Au cours des années 90, elle en vint à signifier que « les Américains ne pouvaient pas, par leur propre volonté, refuser cette expansion », car ils étaient pris, qu’ils le veuillent ou non, dans la spirale du destin. Toute tentative de réticence se trouve réfrénée : « ce n’était pas tout à fait ce que nous voulions faire ; c’était ce que nous devions faire. Notre agressivité conquérante se voyait implicitement définie comme obligatoire, — le produit non de nos propres volontés mais de la nécessité objective (ou de la volonté de Dieu) » (8). La Destinée avait toujours une destination, cette dernière étant identifiée à l’expansionnisme géopolitique, et donc la source de l’impérialisme américain était la volonté de Dieu confiée aux élus en tant que Destinée.

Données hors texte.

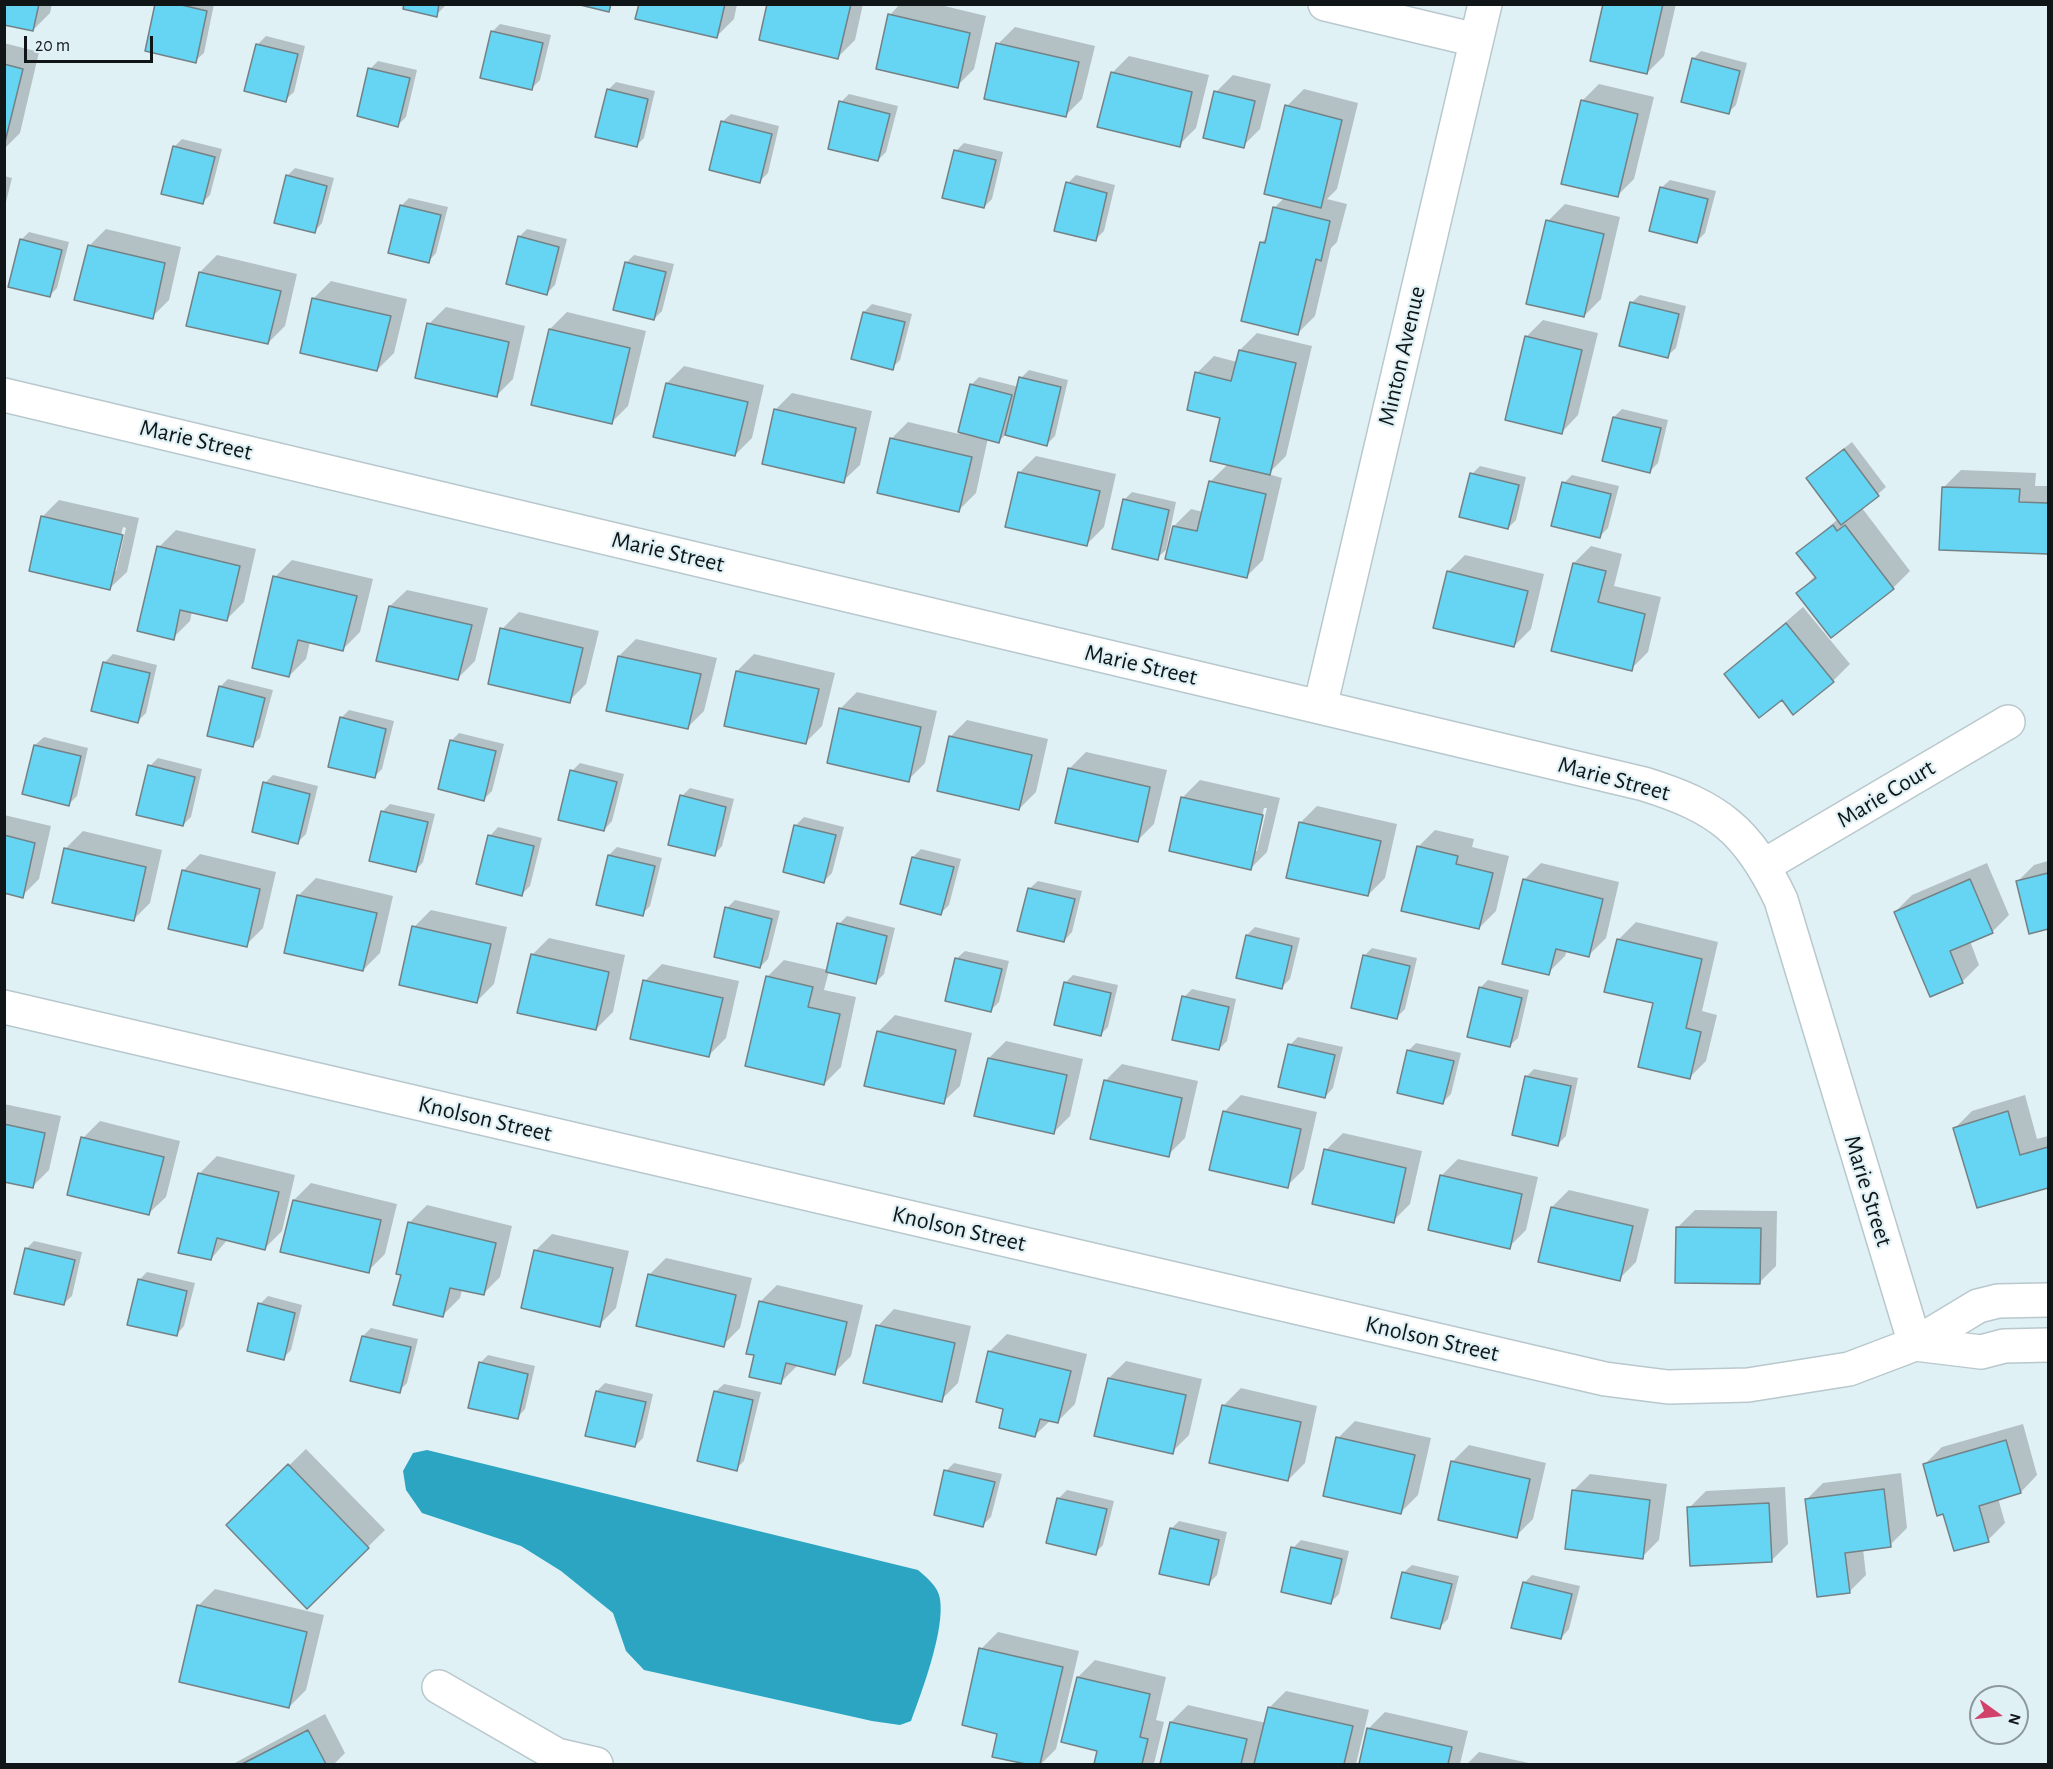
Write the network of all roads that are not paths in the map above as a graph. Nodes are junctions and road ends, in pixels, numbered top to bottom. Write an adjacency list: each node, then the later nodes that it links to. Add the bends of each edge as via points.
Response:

La mythologie politique de la Doctrine Monroe
Kenneth M. Coleman définit le corollaire politique (et géopolitique) de la doctrine de la Destinée Manifeste, avatar de la doctrine Monroe, comme une mythologie politique : « Une mythologie politique a émergé parmi les Nord-Américains pour justifier la réalité de leur hégémonie dans les Amériques. La doctrine Monroe constitue un exemple de création d’un mythe politique qui a accompagné la création de l’empire américain. Il apparaissait nécessaire, à l’époque, de trouver un véhicule rhétorique qui suggèrerait non point une intention expansionniste mais une abnégation… Dès sa genèse, la doctrine Monroe a été un artifice rhétorique conçu pour réconcilier les valeurs proclamées de désintéressement et d'esprit de sacrifice des Américains avec leurs intentions expansionnistes réelles qui visent à réaliser leurs intérêts stratégiques et économiques majeurs. Ainsi la première caractéristique dans la définition d’une mythologie politique est son actualité… L’hégémonie, à l'instar d'un Empire, requiert la création d’une mythologie légitimante… Dans le cas d’un Empire, la mythologie doit faire raisonner les Américains comme suit : « Nous vous dominons parce qu’il est dans votre intérêt que ce soit nous qui le fassions »… Dans le cas d’une hégémonie, la mythologie doit générer la croyance que les relations existantes sont mutuellement bénéfiques aux partenaires et que ceux qui ne les perçoivent pas ainsi sont soit dans l'erreur soit malveillants… » (9).…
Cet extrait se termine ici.